The Role of the Auditor – A New Era

The role of the auditor within delegated authority in the insurance market has evolved significantly in recent years. Traditionally, audits have been positioned as the primary mechanism through which carriers gain assurance over their coverholders and delegated partners. However, this perspective is increasingly outdated. In a well-functioning delegated authority framework, the audit should not be the sole, or even primary means of understanding what is happening on the ground. Instead, it should serve as the culmination of an effective oversight ecosystem, evidencing that controls, governance, and relationships are working as intended.

At its core, delegated authority is built on trust, underpinned by robust frameworks. When that trust is strong and continuously validated through data, dialogue, and transparency, the audit becomes less of a fault-finding exercise and more of a confirmation of maturity. In this context, a successful audit should demonstrate alignment with the carrier’s risk appetite, not act as a mechanism to “trip up” the coverholder. Where audits consistently uncover fundamental issues, it is often symptomatic of a broader failure in oversight, communication, or support rather than isolated shortcomings at the coverholder level.

This shift in perspective requires carriers and their partners to rethink how they “keep eyes on” delegated activities throughout the lifecycle of the relationship. Continuous monitoring, regular performance reviews, bordereaux validation, thematic deep-dives, and meaningful management information should all play a role. Technology now enables near real-time visibility of underwriting performance, claims handling, and conduct metrics. When leveraged effectively, these tools reduce reliance on periodic audits as the primary source of insight and instead position them as one component within a broader assurance strategy.

Equally important is the quality of the relationship between carrier and coverholder. Strong relationships are characterised by openness, challenge, and mutual accountability. Regular dialogue beyond transactional interactions allows emerging risks to be identified early and addressed collaboratively. In such environments, audits are less adversarial and more constructive, focusing on continuous improvement rather than retrospective critique.

The changing nature of delegated authority also demands a reassessment of the auditor skill set. The days of the “one-person audit shop” are largely behind us. Modern delegated arrangements are multifaceted, often involving complex underwriting algorithms, digital distribution platforms, outsourced claims functions, and cross-border regulatory considerations. As a result, effective audits increasingly require multidisciplinary teams.

Technical underwriting expertise remains essential, but it must now be complemented by capabilities in data analytics, technology, and finance.
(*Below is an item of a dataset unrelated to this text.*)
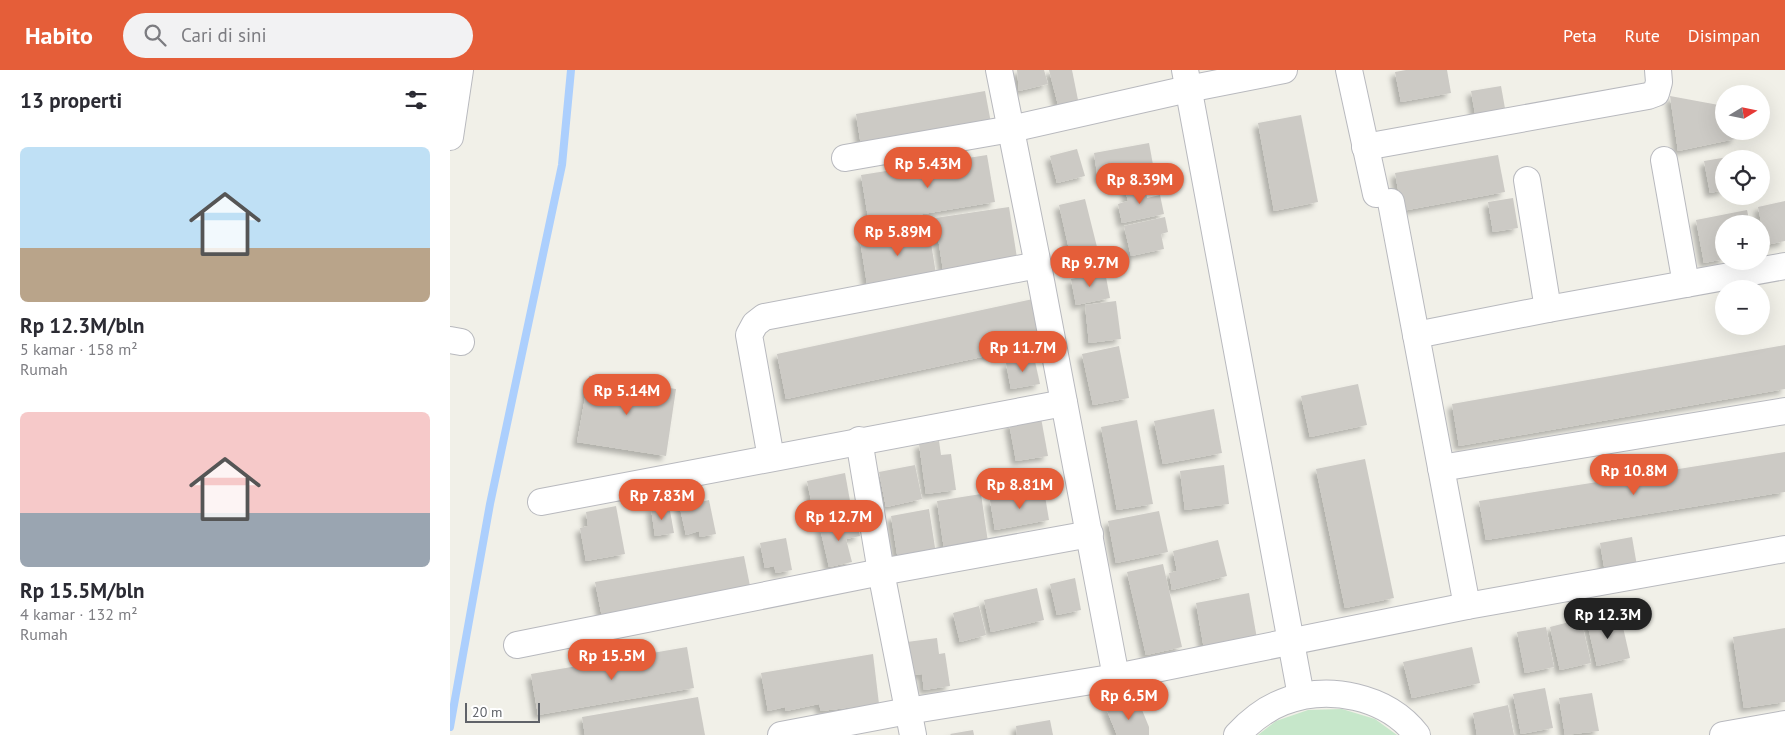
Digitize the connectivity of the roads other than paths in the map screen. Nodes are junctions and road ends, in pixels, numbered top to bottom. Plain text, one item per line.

Auditors need to understand how algorithms influence underwriting decisions, how data flows between systems, and where vulnerabilities may arise in automated processes. Similarly, financial acumen is critical to assess profitability, commission structures, and the sustainability of the delegated arrangement. Conduct risk, customer outcomes, and regulatory expectations also demand greater attention, requiring auditors to take a more holistic view of performance beyond pure compliance.

Artificial intelligence and advanced analytics are beginning to reshape the audit process itself. Rather than relying solely on sampling, auditors can interrogate entire datasets to identify anomalies, trends, and outliers. This allows for more targeted and insightful reviews, focusing attention on areas of genuine risk. However, the use of such tools also introduces new considerations, including model governance, data quality, and the potential for unintended bias, areas that auditors must be equipped to assess.

Another important evolution is the increasing focus on thematic insights. Individual audit findings, while important, often provide only a partial view. Greater value is derived from identifying patterns across multiple audits, highlighting systemic weaknesses or recurring challenges. These insights can inform training, process redesign, and strategic decision-making at both the carrier and portfolio level. In this

way, the audit function moves beyond assurance into a more advisory role, supporting continuous improvement across the delegated authority ecosystem.

From a practical perspective, carriers should ensure that their audit frameworks are clearly aligned to their risk appetite and business strategy. This includes defining what “good” looks like, communicating expectations transparently, and ensuring that coverholders are equipped to meet them. Audit scopes should be dynamic, reflecting changes in risk profile, business mix, and external environment. Importantly, findings should be prioritised and contextualised, focusing on what truly matters rather than generating excessive noise.

For coverholders, there is an opportunity to view audits not as a burden but as a platform to demonstrate capability and maturity. Proactive engagement, strong internal controls, and clear documentation all contribute to a more positive audit experience. Where issues are identified, timely and thoughtful remediation further strengthens the relationship.

Ultimately, the most effective delegated authority frameworks are those where audits confirm what is already well understood. They should validate that oversight mechanisms are working, that risks are being managed appropriately, and that both parties are aligned in delivering sustainable, profitable business. Achieving this requires investment not only in processes and technology, but in people and relationships.

As the market continues to evolve, there is a clear opportunity for auditors and consultants alike to bring fresh thinking to delegated authority oversight. By combining deep market experience with new skills and innovative approaches, the audit function can move beyond its traditional role and become a key enabler of strong, resilient, and forward-looking partnerships.